▸ EXERCISE PROMPT: Find the number of lines below in which the word "junction" occurs. Write only that number.

*-*-*

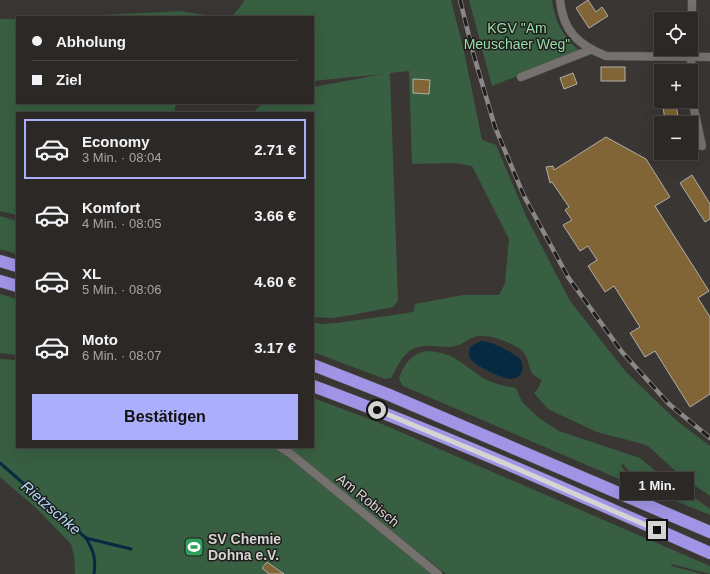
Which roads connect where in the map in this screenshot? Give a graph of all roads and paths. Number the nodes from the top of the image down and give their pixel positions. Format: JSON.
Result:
{"nodes":[{"id":1,"x":560,"y":0,"type":"edge"},
{"id":2,"x":692,"y":0,"type":"edge"},
{"id":3,"x":590,"y":50,"type":"junction"},
{"id":4,"x":691,"y":57,"type":"junction"},
{"id":5,"x":710,"y":57,"type":"edge"},
{"id":6,"x":691,"y":64,"type":"edge"},
{"id":7,"x":521,"y":76,"type":"dead end"},
{"id":8,"x":694,"y":108,"type":"edge"},
{"id":9,"x":702,"y":146,"type":"dead end"},
{"id":10,"x":0,"y":261,"type":"edge"},
{"id":11,"x":16,"y":266,"type":"edge"},
{"id":12,"x":0,"y":281,"type":"edge"},
{"id":13,"x":16,"y":286,"type":"edge"},
{"id":14,"x":314,"y":365,"type":"edge"},
{"id":15,"x":314,"y":386,"type":"edge"},
{"id":16,"x":282,"y":448,"type":"edge"},
{"id":17,"x":710,"y":532,"type":"edge"},
{"id":18,"x":710,"y":553,"type":"edge"},
{"id":19,"x":438,"y":574,"type":"edge"}],
"edges":[{"from":1,"to":3,"type":"street"},
{"from":2,"to":4,"type":"street"},
{"from":3,"to":4,"type":"street"},
{"from":3,"to":7,"type":"street"},
{"from":4,"to":5,"type":"street"},
{"from":4,"to":6,"type":"street"},
{"from":8,"to":9,"type":"street"},
{"from":10,"to":11,"type":"highway"},
{"from":12,"to":13,"type":"highway"},
{"from":14,"to":17,"type":"highway"},
{"from":15,"to":18,"type":"highway"},
{"from":16,"to":19,"type":"street","name":"Am Robisch"}]}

*-*-*

▸ RESULT FOR THIS TASK: 2